Ricostruzione post-sisma: 450 mln tra finanziamenti CEB/CDP e Protezione Civile

A inizio gennaio 2018, la Banca di Sviluppo del Consiglio d’Europa e il Gruppo Cassa depositi e prestiti hanno siglato un accordo di finanziamento per propiziare la ricostruzione del Centro Italia. 350 i milioni di euro da destinatare a privati e imprese. Contestualmente, un'ordinanza della Protezione civile ha sbloccato altri 100 milioni per rimuovere le macerie nel cratere.
L'accordo tra CEB e CDP 

Il 12 gennaio, il Vice Governatore per la Strategia Finanziaria della Banca di Sviluppo del Consiglio d’Europa (CEB), Carlo Monticelli, e l’Amministratore Delegato della Cassa depositi e prestiti (CDP), Fabio Gallia, hanno siglato a Roma presso il Ministero dell’Economia e delle Finanze (MEF), alla presenza del Ministro Pier Carlo Padoan e del Commissario straordinario per la ricostruzione Paola De Micheli, un accordo di finanziamento da 350 milioni di euro per supportare i progetti di ricostruzione delle aree del centro Italia colpite dai terremoti del 2016 e 2017. 
 Le risorse, messe a disposizione da CEB, confluiranno nel Plafond Sisma Centro Italia di CDP e saranno destinate, attraverso intermediari finanziari, a famiglie e imprese per i lavori di riparazione, restauro e ricostruzione dei territori colpiti. L’accordo rafforza ulteriormente la collaborazione tra CEB e CDP a supporto di progetti di sviluppo sociale in Italia. Già nel 2016, CEB ha approvato un finanziamento da 150 milioni di euro per ampliare la dotazione del Plafond Beni Strumentali di CDP destinato al finanziamento delle attività produttive delle micro, piccole e medie imprese italiane. 

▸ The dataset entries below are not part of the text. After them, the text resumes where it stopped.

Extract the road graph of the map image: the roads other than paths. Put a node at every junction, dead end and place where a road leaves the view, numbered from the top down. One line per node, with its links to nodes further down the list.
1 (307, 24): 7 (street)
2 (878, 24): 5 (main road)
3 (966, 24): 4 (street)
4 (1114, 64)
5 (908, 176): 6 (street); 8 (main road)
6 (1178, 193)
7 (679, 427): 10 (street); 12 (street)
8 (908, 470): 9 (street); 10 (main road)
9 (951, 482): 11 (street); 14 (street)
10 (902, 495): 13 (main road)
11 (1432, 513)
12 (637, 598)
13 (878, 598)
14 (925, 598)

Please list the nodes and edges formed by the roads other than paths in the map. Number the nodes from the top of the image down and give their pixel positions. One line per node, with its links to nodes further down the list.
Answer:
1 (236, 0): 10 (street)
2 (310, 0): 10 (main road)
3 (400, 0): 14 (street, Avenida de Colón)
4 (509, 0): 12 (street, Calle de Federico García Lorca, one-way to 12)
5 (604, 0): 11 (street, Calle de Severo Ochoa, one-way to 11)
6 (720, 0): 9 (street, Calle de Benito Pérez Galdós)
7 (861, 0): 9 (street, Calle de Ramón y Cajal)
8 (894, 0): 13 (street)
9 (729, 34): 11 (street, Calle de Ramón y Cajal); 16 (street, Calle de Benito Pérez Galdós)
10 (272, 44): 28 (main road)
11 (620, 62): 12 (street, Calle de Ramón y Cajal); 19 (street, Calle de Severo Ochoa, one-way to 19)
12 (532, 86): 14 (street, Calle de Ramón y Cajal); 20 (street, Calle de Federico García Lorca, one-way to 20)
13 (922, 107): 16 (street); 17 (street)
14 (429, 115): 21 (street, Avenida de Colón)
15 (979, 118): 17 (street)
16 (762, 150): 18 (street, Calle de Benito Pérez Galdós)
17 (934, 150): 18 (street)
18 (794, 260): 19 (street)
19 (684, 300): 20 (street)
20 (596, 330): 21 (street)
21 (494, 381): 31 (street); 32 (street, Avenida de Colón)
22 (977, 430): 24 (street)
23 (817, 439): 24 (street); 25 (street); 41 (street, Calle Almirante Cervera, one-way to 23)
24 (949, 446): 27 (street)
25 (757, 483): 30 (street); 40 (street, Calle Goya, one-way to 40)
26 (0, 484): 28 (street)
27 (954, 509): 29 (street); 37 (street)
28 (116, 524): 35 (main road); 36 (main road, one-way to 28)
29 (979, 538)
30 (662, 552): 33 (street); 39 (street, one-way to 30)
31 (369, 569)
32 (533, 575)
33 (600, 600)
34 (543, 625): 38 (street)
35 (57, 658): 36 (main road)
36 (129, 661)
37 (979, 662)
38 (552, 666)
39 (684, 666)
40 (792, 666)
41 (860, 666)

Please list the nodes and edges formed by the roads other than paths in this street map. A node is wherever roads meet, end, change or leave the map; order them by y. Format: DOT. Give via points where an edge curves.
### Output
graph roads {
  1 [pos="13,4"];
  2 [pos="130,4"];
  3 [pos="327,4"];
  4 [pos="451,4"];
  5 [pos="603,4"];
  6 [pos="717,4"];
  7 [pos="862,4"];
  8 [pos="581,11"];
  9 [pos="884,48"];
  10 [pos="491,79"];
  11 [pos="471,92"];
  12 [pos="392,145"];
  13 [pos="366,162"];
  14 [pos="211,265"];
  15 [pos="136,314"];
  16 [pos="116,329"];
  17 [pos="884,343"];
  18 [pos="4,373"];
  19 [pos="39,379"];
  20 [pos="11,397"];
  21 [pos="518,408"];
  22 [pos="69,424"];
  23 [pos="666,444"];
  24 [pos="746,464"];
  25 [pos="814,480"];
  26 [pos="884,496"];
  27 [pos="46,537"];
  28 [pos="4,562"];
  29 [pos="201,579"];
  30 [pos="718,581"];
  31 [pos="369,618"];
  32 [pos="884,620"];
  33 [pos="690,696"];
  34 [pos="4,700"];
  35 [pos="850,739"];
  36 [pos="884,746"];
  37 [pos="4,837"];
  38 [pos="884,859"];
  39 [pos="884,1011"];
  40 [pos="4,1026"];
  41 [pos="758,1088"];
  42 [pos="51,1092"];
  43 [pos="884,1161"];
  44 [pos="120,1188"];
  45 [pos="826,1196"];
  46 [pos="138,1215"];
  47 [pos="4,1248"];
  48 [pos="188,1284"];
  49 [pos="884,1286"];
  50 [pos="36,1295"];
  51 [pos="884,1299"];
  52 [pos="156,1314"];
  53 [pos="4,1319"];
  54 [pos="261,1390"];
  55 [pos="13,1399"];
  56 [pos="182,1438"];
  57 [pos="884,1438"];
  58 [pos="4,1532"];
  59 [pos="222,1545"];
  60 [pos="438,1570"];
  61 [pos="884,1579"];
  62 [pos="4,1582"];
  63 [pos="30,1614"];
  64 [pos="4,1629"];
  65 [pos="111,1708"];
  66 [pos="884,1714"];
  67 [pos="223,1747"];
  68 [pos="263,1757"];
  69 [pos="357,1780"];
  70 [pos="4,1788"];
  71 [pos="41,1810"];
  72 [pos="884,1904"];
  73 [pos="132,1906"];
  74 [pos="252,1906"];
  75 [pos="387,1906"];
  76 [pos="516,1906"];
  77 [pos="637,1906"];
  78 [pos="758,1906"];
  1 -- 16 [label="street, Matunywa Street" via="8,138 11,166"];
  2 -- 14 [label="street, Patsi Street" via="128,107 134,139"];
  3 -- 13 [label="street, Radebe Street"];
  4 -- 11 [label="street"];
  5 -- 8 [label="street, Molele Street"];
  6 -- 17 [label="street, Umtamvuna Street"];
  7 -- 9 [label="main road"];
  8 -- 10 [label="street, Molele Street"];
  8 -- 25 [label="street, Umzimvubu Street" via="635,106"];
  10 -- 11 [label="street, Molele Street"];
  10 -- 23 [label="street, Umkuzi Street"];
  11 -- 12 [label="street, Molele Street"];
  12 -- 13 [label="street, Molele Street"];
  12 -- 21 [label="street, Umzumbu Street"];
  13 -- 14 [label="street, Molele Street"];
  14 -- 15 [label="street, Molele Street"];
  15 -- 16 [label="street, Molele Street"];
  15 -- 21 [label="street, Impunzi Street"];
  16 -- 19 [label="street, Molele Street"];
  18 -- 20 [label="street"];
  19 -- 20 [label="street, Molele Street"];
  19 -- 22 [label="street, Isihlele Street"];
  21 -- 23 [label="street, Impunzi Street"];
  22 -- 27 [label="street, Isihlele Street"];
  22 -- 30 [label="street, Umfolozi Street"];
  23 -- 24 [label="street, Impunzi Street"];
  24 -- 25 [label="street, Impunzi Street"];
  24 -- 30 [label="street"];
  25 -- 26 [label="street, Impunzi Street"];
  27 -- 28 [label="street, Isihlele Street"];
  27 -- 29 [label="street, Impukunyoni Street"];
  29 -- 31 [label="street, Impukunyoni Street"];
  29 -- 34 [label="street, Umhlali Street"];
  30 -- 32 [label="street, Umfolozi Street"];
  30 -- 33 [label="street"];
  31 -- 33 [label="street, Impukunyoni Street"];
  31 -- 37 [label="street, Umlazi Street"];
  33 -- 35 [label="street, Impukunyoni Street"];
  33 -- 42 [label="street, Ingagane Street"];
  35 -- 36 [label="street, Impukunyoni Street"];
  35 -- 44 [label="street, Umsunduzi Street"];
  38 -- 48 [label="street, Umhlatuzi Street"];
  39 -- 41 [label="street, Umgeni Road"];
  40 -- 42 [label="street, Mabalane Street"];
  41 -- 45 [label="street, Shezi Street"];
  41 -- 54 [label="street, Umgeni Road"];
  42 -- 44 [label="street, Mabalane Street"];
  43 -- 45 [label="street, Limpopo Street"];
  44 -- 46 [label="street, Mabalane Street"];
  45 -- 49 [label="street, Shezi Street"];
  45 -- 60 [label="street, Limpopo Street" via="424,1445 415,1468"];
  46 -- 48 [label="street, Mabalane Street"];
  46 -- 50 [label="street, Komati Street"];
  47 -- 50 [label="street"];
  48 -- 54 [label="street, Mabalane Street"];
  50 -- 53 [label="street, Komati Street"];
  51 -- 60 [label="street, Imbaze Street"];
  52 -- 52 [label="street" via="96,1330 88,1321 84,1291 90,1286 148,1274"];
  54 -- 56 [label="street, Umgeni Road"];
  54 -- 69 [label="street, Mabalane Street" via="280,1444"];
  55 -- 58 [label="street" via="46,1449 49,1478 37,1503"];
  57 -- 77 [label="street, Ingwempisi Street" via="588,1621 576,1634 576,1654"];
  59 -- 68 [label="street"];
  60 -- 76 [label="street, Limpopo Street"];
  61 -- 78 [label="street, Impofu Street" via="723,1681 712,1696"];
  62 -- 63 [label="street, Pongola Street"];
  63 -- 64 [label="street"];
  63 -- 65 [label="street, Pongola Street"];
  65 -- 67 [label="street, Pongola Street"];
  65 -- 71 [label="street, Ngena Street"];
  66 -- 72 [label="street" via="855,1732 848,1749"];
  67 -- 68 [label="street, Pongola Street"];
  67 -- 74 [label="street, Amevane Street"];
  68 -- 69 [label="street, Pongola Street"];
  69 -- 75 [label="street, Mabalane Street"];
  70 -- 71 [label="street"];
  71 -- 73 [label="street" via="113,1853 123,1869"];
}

«Questo finanziamento conferma l’impegno della CEB a sostenere le fasce più deboli della popolazione», ha dichiarato il Vice Governatore per la Strategia Finanziaria di CEB Monticelli. «Fornire aiuto alle vittime dei disastri naturali e dare una risposta efficace alle situazioni di emergenza rappresentano l’attività principale della CEB, in linea con il suo mandato sociale di strumento di solidarietà a livello europeo. La collaborazione con CDP, nostro rilevante partner in Italia, permetterà alle risorse stanziate di raggiungere migliaia di vittime dei recenti terremoti nell’Italia centrale, dando un aiuto concreto al ripristino della normalità. Noi di CEB ci auguriamo di rinnovare in futuro questa eccellente collaborazione con CDP e con il MEF». 
L’AD di Cassa depositi e prestiti Gallia ha evidenziato che «con l’accordo firmato oggi, CDP rafforza il proprio impegno a supporto di famiglie e imprese del centro Italia colpite dal terremoto. Abbiamo stanziato circa 5 miliardi di euro per ricostruire gli edifici danneggiati e garantire maggiore flessibilità finanziaria alle imprese, consentendo il rinvio del pagamento dei tributi. L’accordo, sviluppato in stretto coordinamento con il MEF, rafforza l’efficacia di questi interventi, facendo leva sulla condivisione di risorse nazionali ed europee. Un’iniziativa che si colloca nel quadro di una crescente collaborazione con la CEB nello sviluppo della strategia di CDP a supporto dell’economia sociale». 


Il 15 gennaio è stata pubblicata sulla «Gazzetta Ufficiale» di ieri l'ordinanza n.4/2008 della Protezione Civile. Essa stanzia somme per una destinazione precisa: la rimozione delle macerie causate dal sisma e dalle successive operazione di messa in sicurezza degli edifici pericolanti. 
Lo stanziamento era stato disposto questa estate con il Dl n.91/2017 di modifica del decreto terremoto n.189/2016. 

 Alle Regioni sono dunque trasferiti 100 milioni di euro a valere delle somme stanziate per l'Italia a valere del fondo europeo di solidarietà da spendere per attività legate all'emergenza. Alla Regione Lazio vanno oltre 48,5 milioni di euro, alle Marche oltre 41,6 milioni, all'Umbria quasi 3,8 milioni e all'Abruzzo poco più di sei milioni di euro.